Sans robots, one would expect waves of immigrants to go to American nursing schools in the next decade to prepare to take care of America’s own age wave. Their children would be raised by parents who practiced a profession, and would tend to become professional themselves. Thus a whole new generation of customers for colleges and a new wave of middle-class families would make their way, continuing the American pattern.

But those imported robots will be awfully tempting. If you spend any time in eldercare facilities such as nursing homes, a few things become apparent. First, there is no way for even the most professional and attentive staffs to help everyone as fast as would be ideal. It’s inconceivable to have immediately available 24/7 help for every discomfort that comes up. Second, eldercare is unbelievably hard and uncomfortable work, if it’s done well. It’s very hard for even the best facility to make absolutely sure that every member of the staff is always doing the best possible job. The elderly make easy victims, like children. Petty thefts and taunts are not uncommon.

It’s not that robots will necessarily be immediately cheaper than human staff. There might be significant expenses associated with the goops needed to print them, if they’re printed, or with manufacturing and maintaining them if they are not. But the expenses will be more predictable, and that will make all the difference.

Hiring a human nurse will mean paying for that person’s health insurance, and taking on unpredictable legal liabilities for the mistakes that person might make, like leaving a floor wet.

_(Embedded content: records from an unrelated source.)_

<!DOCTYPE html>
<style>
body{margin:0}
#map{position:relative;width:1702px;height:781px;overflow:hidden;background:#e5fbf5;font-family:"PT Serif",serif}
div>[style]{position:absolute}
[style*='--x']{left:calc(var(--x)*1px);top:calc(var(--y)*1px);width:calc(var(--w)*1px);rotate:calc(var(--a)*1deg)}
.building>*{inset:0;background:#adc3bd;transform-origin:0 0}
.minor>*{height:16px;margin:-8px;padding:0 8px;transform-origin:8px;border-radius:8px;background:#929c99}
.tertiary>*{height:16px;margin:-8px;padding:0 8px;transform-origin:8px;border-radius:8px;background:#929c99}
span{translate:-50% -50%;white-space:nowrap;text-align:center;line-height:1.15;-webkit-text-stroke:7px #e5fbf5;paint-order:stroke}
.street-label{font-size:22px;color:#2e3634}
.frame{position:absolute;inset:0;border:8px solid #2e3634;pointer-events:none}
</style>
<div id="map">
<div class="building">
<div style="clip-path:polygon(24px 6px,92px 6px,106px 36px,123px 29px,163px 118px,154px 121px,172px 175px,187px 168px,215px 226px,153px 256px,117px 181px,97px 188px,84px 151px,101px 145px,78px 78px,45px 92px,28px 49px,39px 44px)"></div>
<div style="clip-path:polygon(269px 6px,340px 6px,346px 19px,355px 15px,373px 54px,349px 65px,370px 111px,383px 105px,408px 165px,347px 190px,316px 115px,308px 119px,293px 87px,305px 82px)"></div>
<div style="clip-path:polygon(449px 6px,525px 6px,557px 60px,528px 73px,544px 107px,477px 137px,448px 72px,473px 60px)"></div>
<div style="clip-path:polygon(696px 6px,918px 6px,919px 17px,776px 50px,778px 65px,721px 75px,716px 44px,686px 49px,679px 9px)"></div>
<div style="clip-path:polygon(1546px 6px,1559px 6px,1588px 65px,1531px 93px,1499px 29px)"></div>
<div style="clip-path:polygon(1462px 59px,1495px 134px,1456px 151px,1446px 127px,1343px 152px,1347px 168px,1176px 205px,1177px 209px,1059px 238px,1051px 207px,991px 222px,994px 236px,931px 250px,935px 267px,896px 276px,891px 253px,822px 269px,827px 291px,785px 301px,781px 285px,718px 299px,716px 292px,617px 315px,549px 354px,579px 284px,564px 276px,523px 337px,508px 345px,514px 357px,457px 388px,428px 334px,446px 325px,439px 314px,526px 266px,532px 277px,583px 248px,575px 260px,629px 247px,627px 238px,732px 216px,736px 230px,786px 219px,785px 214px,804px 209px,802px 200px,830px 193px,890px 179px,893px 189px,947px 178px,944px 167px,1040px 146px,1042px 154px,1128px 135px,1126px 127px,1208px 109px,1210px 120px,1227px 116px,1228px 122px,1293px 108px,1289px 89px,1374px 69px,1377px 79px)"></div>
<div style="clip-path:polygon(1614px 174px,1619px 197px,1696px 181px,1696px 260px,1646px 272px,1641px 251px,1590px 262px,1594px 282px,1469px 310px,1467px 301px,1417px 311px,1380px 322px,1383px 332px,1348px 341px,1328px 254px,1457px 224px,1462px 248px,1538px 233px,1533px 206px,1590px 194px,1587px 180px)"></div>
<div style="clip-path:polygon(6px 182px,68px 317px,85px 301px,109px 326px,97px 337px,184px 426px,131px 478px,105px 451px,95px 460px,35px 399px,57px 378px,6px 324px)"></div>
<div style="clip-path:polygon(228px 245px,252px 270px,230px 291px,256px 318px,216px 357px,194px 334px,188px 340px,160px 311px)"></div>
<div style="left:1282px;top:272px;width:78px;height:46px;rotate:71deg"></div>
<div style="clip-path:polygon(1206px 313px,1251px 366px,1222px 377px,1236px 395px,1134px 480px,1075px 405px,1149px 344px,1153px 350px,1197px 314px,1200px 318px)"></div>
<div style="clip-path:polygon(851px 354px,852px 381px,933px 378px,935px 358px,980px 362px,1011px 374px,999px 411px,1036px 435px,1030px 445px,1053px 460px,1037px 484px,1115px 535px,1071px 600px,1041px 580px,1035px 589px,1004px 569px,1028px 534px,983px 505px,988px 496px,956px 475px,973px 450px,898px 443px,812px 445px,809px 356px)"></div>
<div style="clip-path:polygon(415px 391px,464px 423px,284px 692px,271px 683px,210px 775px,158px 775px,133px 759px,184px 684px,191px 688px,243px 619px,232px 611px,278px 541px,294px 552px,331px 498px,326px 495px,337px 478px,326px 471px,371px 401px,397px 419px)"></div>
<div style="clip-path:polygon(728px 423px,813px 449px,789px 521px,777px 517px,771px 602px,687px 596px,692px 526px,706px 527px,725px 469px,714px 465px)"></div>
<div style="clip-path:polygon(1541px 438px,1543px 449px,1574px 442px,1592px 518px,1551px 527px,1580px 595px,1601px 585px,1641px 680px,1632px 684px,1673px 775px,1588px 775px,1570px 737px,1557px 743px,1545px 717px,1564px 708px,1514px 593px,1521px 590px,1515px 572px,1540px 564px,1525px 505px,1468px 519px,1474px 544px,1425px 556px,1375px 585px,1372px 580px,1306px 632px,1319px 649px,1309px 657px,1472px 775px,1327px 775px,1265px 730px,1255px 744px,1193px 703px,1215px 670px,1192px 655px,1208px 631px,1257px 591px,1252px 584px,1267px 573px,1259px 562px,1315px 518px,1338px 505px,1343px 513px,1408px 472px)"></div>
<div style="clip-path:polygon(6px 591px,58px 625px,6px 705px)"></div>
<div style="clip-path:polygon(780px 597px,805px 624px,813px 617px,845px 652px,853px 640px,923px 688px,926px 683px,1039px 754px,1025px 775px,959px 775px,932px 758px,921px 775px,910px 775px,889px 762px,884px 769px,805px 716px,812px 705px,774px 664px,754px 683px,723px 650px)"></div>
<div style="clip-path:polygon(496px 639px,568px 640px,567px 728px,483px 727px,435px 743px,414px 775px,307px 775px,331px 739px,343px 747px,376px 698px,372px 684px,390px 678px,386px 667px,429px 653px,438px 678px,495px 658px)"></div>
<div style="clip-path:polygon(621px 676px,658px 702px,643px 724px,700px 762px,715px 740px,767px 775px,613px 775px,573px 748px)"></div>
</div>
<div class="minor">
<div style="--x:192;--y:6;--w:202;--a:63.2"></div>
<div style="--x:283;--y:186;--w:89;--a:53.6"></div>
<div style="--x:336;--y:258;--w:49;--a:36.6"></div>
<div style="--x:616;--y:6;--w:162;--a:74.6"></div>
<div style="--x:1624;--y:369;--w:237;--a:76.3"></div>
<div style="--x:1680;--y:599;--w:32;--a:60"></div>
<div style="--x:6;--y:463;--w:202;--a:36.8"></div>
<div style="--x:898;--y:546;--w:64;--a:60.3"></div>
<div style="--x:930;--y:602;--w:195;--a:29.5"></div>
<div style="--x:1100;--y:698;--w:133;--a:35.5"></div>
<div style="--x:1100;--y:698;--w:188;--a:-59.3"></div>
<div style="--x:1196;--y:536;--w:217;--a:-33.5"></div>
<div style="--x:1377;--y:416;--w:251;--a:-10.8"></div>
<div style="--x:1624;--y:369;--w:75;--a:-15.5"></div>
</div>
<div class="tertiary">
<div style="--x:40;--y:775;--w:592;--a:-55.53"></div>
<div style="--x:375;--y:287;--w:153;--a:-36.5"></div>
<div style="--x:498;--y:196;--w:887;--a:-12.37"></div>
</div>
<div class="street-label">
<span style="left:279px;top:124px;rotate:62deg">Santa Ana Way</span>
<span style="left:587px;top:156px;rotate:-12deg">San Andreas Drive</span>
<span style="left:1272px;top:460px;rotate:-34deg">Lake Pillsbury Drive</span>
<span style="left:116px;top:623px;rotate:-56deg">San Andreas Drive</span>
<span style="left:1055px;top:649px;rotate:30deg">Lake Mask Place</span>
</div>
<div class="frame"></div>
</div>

Both of these drags on the ledger will be amplified by network effects, just as has happened with mortgage risks.

Humans will always do those jobs that a robot can’t do, but the tasks might be conceived as being low-skilled.

Insurance companies will use computers to weasel out of liability and to extract ever-larger payments. The whole world’s lawyers will be circling online. The liability side of having an employee will be copied and amplified over a network, just like a pirated music file or a securitized mortgage. It will eventually become less risky to choose a robot. When you turn action into software, then no one gets blamed for what happens.

Humans will always do those jobs that a robot can’t do, but the tasks might be conceived as being low-skilled. It might turn out that robots can give massages but can’t answer the door. Maybe robots will be good at catching patients who fake the ingestion of medicines but ineffective at soothing patients so that they’ll take them voluntarily.

The key reason to avoid acknowledging that there’s real skill in doing what robots can’t do—and hiring people for real jobs—will not be to keep the immediate expenses low but, rather, to reduce the amplified liabilities of the network age. So there will be plenty of dead-end jobs without security or benefits. This will be despite the fact that the humans in the caregiving loop might be absolutely essential to the well-being of those being cared for.

The latest waves of high-tech innovation have not created jobs like the old ones did. Iconic new ventures like Facebook employ vastly fewer people than big older companies like, say, General Motors. Put another way, the new workforce schemes that grant ultimate power to networked computers channel much of the productivity of ordinary people into an informal economy of barter and reputation, while concentrating the extracted old-fashioned wealth for themselves. All activity that takes place over digital networks becomes subject to arbitrage, in the sense that risk is routed to whoever suffers lesser computation resources.

The universal advice of our times is that people who want to do well, as information technology advances, will need to double down on their technical educations and learn to be entrepreneurial and adaptable. But without considering technology’s impact on middle-class employment, there won’t be enough positions working with networks and computers to sustain a society.